RUTH in her quiet garden beside the sea
Thinking, 'To-morrow at this time Jim will be
Here at my side. It's something to be a wife -
The background dull and assured of everyday life.
He must come home, whether he wants to or not,
To me, to me... All other women must plot,
Arrange, manoeuver to see him...'

And then behind her
She heard the steps of a servant coming to find her:
A footman stood with a telegram held on a tray:
'Terribly sorry I cannot get away
This week-end. Better luck next. Love. Jim.'

She turned her head to the footman, and said to him,
'Say Mr. Wayne will not be here to-morrow.'
And the man withdrew and left her alone with her sorrow.

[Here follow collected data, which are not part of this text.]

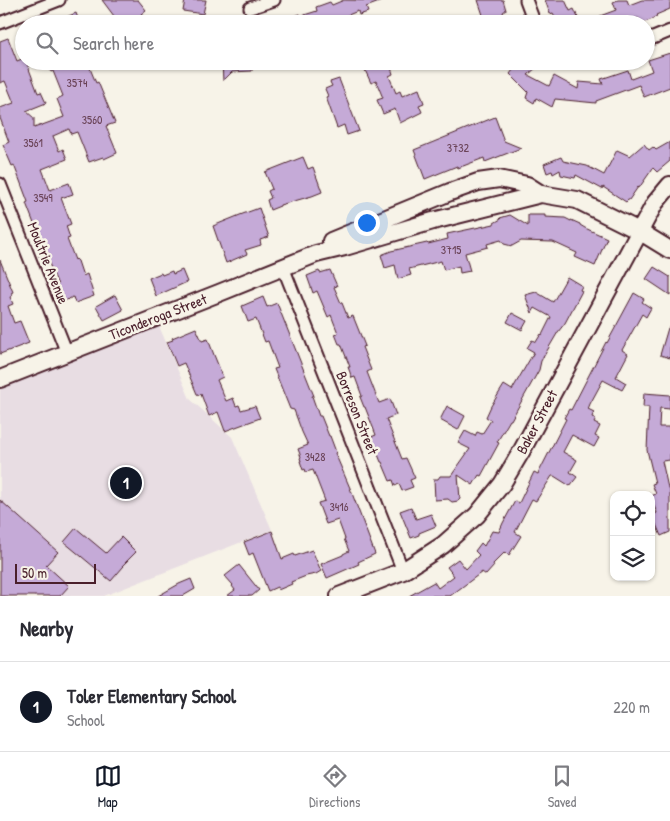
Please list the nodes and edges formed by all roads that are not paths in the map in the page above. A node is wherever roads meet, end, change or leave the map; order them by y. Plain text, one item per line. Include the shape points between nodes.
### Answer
1 (59, 0) edge
2 (274, 0) edge
3 (526, 0) edge
4 (250, 8) dead end
5 (21, 15) edge
6 (532, 15) edge
7 (15, 17) edge
8 (0, 23) edge
9 (670, 31) edge
10 (655, 37) edge
11 (0, 184) edge
12 (670, 185) edge
13 (541, 194) junction
14 (639, 231) junction
15 (670, 250) edge
16 (316, 254) junction
17 (282, 267) junction
18 (67, 353) junction
19 (0, 379) edge
20 (403, 571) junction
21 (339, 596) edge

1 - 5 street
2 - 4 street
3 - 6 street
7 - 8 street
9 - 10 street
11 - 18 street, Moultrie Avenue
12 - 14 street, Baker Street
13 - 14 street, Ticonderoga Street via 577,200
13 - 16 street, Ticonderoga Street
13 - 16 street, Ticonderoga Street via 527,185 499,179 478,182 325,244
14 - 15 street, Ticonderoga Street
14 - 20 street, Baker Street via 502,484 477,515 450,539
16 - 17 street, Ticonderoga Street
17 - 18 street, Ticonderoga Street
17 - 20 street, Borreson Street
18 - 19 street, Ticonderoga Street
20 - 21 street, Baker Street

The sun went down behind the great blue hill;
And she sat there alone in her garden, perfectly still,
Watching the wraiths of fog blow in like smoke,
And her heart as she sat there gently and quietly broke.

IX

AN August Sunday in town,
The Park all sere and brown,
The noise of wheels died down.

Faint tepid breezes wake
Now and again, and make
Lee's slatted curtains shake.

Now and again in the street
The sound of passing feet,
And church bells, faint and sweet.

Faint bells that ought to mean
A village spire seen
Across a meadow green.

Faint bells... Wayne's early youth....
Going to church... in truth
Going to church with Ruth.

Faint bells, and Lee cries, 'Oh,
How I should like to know
Why bells depress me so! '

X

BEFORE the skulls of Primitive Man,
Lee stood and thought: 'Are we part of a plan
Of Nature's; or are we just a sort
Of Cosmic Coincidence - a sport
Of God - or worse, a sport of chance­
Or of Ether - Nature's great romance?

'How queer it would be, if it turned out we
Were merely eddies - Jim and me
Meaningless eddies in ether swirled
In and out of a meaningless world.
Well, if we are it's nice to think
We've had some moments upon the brink
Of dissolution - of absolute chaos
Moments of joy that well repay us.'

And she paused to note that her fellow eddy
Was fifteen minutes late already.

Waiting she wandered from floor to floor,
Every instant becoming more
Uneasy, and going back to the door,
Where Wayne ought to have been at exactly four.